SUPPLIED DATA =>
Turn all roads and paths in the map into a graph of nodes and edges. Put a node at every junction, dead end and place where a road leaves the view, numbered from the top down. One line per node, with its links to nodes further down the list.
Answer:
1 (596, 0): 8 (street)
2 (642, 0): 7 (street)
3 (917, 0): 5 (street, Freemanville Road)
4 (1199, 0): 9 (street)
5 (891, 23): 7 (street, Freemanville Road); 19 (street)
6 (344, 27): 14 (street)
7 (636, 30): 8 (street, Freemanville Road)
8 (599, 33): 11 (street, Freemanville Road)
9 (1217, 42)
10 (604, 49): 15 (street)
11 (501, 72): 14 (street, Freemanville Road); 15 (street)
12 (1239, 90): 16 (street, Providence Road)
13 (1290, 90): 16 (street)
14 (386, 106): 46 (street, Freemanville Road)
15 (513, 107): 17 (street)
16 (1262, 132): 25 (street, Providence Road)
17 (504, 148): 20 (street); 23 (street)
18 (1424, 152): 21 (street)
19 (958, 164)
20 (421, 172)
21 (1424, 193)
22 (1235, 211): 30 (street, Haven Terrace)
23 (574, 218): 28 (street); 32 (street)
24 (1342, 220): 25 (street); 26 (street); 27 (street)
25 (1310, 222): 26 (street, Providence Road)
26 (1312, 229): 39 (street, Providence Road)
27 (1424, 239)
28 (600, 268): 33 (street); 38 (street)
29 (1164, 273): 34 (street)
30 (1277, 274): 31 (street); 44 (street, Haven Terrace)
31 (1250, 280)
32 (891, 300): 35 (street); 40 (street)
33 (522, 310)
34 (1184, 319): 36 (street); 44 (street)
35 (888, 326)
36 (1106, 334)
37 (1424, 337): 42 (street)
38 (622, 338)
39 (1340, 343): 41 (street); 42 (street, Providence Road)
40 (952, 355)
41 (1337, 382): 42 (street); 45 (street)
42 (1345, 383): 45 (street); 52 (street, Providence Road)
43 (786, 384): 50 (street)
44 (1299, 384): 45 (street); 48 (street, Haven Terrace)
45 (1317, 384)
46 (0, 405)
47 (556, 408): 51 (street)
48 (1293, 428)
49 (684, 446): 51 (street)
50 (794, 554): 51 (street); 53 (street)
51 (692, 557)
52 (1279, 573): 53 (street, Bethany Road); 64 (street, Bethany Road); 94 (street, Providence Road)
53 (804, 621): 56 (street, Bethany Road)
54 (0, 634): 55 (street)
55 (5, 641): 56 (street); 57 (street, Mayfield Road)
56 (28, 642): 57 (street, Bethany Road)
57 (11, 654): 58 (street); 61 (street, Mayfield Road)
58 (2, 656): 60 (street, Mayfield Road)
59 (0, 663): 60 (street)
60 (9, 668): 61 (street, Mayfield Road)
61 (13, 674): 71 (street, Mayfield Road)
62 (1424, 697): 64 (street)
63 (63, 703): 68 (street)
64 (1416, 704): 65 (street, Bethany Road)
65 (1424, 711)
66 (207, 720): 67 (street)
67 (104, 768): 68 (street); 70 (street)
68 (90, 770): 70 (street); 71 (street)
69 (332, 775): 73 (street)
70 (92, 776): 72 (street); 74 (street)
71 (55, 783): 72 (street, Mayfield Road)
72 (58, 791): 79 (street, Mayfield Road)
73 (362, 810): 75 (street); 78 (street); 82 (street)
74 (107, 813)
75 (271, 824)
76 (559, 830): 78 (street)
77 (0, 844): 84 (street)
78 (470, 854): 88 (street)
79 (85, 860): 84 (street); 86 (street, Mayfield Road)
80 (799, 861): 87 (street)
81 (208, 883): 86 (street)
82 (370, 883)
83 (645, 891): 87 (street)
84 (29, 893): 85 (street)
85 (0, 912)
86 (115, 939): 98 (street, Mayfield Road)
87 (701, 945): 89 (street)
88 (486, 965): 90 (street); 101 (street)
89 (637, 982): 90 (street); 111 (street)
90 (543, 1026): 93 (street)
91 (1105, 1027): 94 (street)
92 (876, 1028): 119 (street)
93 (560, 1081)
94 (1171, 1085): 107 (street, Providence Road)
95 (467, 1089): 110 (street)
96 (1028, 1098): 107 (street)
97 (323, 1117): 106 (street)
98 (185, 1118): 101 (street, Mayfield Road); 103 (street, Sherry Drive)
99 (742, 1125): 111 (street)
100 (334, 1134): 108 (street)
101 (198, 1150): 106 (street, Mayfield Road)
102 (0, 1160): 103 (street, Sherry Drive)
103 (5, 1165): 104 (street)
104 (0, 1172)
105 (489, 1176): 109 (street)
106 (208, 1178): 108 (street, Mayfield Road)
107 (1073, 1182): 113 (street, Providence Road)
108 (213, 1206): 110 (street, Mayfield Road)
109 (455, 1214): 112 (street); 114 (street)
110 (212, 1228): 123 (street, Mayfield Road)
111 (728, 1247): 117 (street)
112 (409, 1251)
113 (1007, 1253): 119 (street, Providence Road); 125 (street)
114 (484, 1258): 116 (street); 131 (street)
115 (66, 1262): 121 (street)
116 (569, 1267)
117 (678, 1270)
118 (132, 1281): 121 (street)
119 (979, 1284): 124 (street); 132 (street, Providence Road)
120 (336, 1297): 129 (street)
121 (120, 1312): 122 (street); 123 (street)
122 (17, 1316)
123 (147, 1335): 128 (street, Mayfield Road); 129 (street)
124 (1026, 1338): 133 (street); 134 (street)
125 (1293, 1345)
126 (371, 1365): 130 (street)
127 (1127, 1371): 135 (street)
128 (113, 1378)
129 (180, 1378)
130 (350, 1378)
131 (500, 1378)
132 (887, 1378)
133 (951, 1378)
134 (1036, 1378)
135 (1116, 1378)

WORK REQUEST =>
Could you write out all of the entries precisely as they stand?

RESPONSE AREA =>
Turn all roads and paths in the map into a graph of nodes and edges. Put a node at every junction, dead end and place where a road leaves the view, numbered from the top down. One line per node, with its links to nodes further down the list.
Answer:
1 (596, 0): 8 (street)
2 (642, 0): 7 (street)
3 (917, 0): 5 (street, Freemanville Road)
4 (1199, 0): 9 (street)
5 (891, 23): 7 (street, Freemanville Road); 19 (street)
6 (344, 27): 14 (street)
7 (636, 30): 8 (street, Freemanville Road)
8 (599, 33): 11 (street, Freemanville Road)
9 (1217, 42)
10 (604, 49): 15 (street)
11 (501, 72): 14 (street, Freemanville Road); 15 (street)
12 (1239, 90): 16 (street, Providence Road)
13 (1290, 90): 16 (street)
14 (386, 106): 46 (street, Freemanville Road)
15 (513, 107): 17 (street)
16 (1262, 132): 25 (street, Providence Road)
17 (504, 148): 20 (street); 23 (street)
18 (1424, 152): 21 (street)
19 (958, 164)
20 (421, 172)
21 (1424, 193)
22 (1235, 211): 30 (street, Haven Terrace)
23 (574, 218): 28 (street); 32 (street)
24 (1342, 220): 25 (street); 26 (street); 27 (street)
25 (1310, 222): 26 (street, Providence Road)
26 (1312, 229): 39 (street, Providence Road)
27 (1424, 239)
28 (600, 268): 33 (street); 38 (street)
29 (1164, 273): 34 (street)
30 (1277, 274): 31 (street); 44 (street, Haven Terrace)
31 (1250, 280)
32 (891, 300): 35 (street); 40 (street)
33 (522, 310)
34 (1184, 319): 36 (street); 44 (street)
35 (888, 326)
36 (1106, 334)
37 (1424, 337): 42 (street)
38 (622, 338)
39 (1340, 343): 41 (street); 42 (street, Providence Road)
40 (952, 355)
41 (1337, 382): 42 (street); 45 (street)
42 (1345, 383): 45 (street); 52 (street, Providence Road)
43 (786, 384): 50 (street)
44 (1299, 384): 45 (street); 48 (street, Haven Terrace)
45 (1317, 384)
46 (0, 405)
47 (556, 408): 51 (street)
48 (1293, 428)
49 (684, 446): 51 (street)
50 (794, 554): 51 (street); 53 (street)
51 (692, 557)
52 (1279, 573): 53 (street, Bethany Road); 64 (street, Bethany Road); 94 (street, Providence Road)
53 (804, 621): 56 (street, Bethany Road)
54 (0, 634): 55 (street)
55 (5, 641): 56 (street); 57 (street, Mayfield Road)
56 (28, 642): 57 (street, Bethany Road)
57 (11, 654): 58 (street); 61 (street, Mayfield Road)
58 (2, 656): 60 (street, Mayfield Road)
59 (0, 663): 60 (street)
60 (9, 668): 61 (street, Mayfield Road)
61 (13, 674): 71 (street, Mayfield Road)
62 (1424, 697): 64 (street)
63 (63, 703): 68 (street)
64 (1416, 704): 65 (street, Bethany Road)
65 (1424, 711)
66 (207, 720): 67 (street)
67 (104, 768): 68 (street); 70 (street)
68 (90, 770): 70 (street); 71 (street)
69 (332, 775): 73 (street)
70 (92, 776): 72 (street); 74 (street)
71 (55, 783): 72 (street, Mayfield Road)
72 (58, 791): 79 (street, Mayfield Road)
73 (362, 810): 75 (street); 78 (street); 82 (street)
74 (107, 813)
75 (271, 824)
76 (559, 830): 78 (street)
77 (0, 844): 84 (street)
78 (470, 854): 88 (street)
79 (85, 860): 84 (street); 86 (street, Mayfield Road)
80 (799, 861): 87 (street)
81 (208, 883): 86 (street)
82 (370, 883)
83 (645, 891): 87 (street)
84 (29, 893): 85 (street)
85 (0, 912)
86 (115, 939): 98 (street, Mayfield Road)
87 (701, 945): 89 (street)
88 (486, 965): 90 (street); 101 (street)
89 (637, 982): 90 (street); 111 (street)
90 (543, 1026): 93 (street)
91 (1105, 1027): 94 (street)
92 (876, 1028): 119 (street)
93 (560, 1081)
94 (1171, 1085): 107 (street, Providence Road)
95 (467, 1089): 110 (street)
96 (1028, 1098): 107 (street)
97 (323, 1117): 106 (street)
98 (185, 1118): 101 (street, Mayfield Road); 103 (street, Sherry Drive)
99 (742, 1125): 111 (street)
100 (334, 1134): 108 (street)
101 (198, 1150): 106 (street, Mayfield Road)
102 (0, 1160): 103 (street, Sherry Drive)
103 (5, 1165): 104 (street)
104 (0, 1172)
105 (489, 1176): 109 (street)
106 (208, 1178): 108 (street, Mayfield Road)
107 (1073, 1182): 113 (street, Providence Road)
108 (213, 1206): 110 (street, Mayfield Road)
109 (455, 1214): 112 (street); 114 (street)
110 (212, 1228): 123 (street, Mayfield Road)
111 (728, 1247): 117 (street)
112 (409, 1251)
113 (1007, 1253): 119 (street, Providence Road); 125 (street)
114 (484, 1258): 116 (street); 131 (street)
115 (66, 1262): 121 (street)
116 (569, 1267)
117 (678, 1270)
118 (132, 1281): 121 (street)
119 (979, 1284): 124 (street); 132 (street, Providence Road)
120 (336, 1297): 129 (street)
121 (120, 1312): 122 (street); 123 (street)
122 (17, 1316)
123 (147, 1335): 128 (street, Mayfield Road); 129 (street)
124 (1026, 1338): 133 (street); 134 (street)
125 (1293, 1345)
126 (371, 1365): 130 (street)
127 (1127, 1371): 135 (street)
128 (113, 1378)
129 (180, 1378)
130 (350, 1378)
131 (500, 1378)
132 (887, 1378)
133 (951, 1378)
134 (1036, 1378)
135 (1116, 1378)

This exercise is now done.